Lucas Niang | OT | TCU
Intriguing, experienced offensive tackle with more than 25 career starts at right tackle for TCU. Niang is a mammoth of a man, coming in officially at 6-6, 315 pounds. Don’t let his size fool you though, Niang moves incredibly well for his size. Niang is nimble on his feet. He moves well laterally and is a threat to do some of his best work at the second level. This is a terrifying man when on the move. Niang’s size, athletic traits and overall movement ability make him a great fit for a zone scheme at the next level.
Niang uses his massive hands (10 1/2”) to land a devastating punch immediately off the snap. The timing and placement of his punch have consistently improved throughout his time at TCU in my opinion.

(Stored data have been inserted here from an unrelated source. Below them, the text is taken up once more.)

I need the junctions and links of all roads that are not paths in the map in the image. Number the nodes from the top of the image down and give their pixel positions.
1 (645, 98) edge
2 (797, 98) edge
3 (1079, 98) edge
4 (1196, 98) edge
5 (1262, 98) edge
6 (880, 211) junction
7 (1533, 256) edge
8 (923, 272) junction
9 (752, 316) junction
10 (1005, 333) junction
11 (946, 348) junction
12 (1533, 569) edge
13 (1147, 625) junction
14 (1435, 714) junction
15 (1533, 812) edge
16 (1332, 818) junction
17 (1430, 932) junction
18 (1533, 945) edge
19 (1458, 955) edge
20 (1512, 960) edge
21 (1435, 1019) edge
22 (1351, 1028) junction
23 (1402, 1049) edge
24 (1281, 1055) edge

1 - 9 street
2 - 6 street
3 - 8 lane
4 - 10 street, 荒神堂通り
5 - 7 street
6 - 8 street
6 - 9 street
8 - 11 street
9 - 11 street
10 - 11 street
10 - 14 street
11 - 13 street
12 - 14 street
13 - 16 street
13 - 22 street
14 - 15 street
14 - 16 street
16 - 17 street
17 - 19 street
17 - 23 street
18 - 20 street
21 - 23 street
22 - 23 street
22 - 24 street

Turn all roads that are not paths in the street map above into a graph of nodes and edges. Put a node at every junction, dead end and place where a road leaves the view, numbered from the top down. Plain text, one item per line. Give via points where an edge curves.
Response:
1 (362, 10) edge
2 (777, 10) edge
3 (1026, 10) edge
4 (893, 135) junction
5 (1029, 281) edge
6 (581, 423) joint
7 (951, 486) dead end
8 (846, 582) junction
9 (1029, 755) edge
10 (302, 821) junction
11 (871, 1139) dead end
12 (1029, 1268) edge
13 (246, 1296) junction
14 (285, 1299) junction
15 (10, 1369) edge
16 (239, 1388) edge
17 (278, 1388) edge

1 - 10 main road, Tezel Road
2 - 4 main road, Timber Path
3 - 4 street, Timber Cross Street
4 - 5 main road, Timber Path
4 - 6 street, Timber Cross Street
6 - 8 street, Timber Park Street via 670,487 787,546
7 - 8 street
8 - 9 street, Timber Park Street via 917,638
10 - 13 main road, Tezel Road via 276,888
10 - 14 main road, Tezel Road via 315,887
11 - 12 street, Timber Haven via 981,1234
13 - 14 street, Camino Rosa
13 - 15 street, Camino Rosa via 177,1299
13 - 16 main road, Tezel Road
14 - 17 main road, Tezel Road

While Niang does his best work as a people mover in the run game, he’s incredibly effective in pass protection as well. He’s flashed the I.Q. to understand how defensive linemen are trying to attack him. He always knows what’s happening around him. He has vines for arms (34 1/4”) and he uses that length well to keep edge rushers in check.
Niang is a tough kid who played through a brutal hip injury in 2019. My good friend Jon Ledyard really summed up just how bad it was when he spoke to Niang back in February:
Lucas Niang told me his pass set had to change in 2019 to that backpedal motion because his hip injury was so painful he couldn’t execute any explosive movements in his pass sets.— Jon Ledyard (@LedyardNFLDraft) February 26, 2020
How do the medicals check out? As seen above, Niang played through a brutal hip injury all throughout 2019. You certainly admire his toughness and willingness to play through it. How does COVID-19 impact a team’s ability to get a clear medical check on Niang? This makes things tricky when trying to guess how an NFL team values him. Surely Niang and his team are doing all they can to prove that he’s gotten past that injury, but will there word be enough? As for an on-field weakness, his footwork may need a little clean-up at the next level.
Does he fit the TItans?
I’m of the opinion that Niang in Tennessee makes a lot of sense. It just depends on which round Jon Robinson would feel comfortable drafting him in. The Titans need a right tackle of the future, and Niang would be stepping into a situation where he wouldn’t be expected to play right away. He could take the year to learn from veterans like Taylor Lewan, Dennis Kelly and Ty Sambrailo while getting healthy and cleaning up some technique missteps. Niang is an excellent scheme fit for this Titans offense, and could be a draft pick that would pay dividends down the road.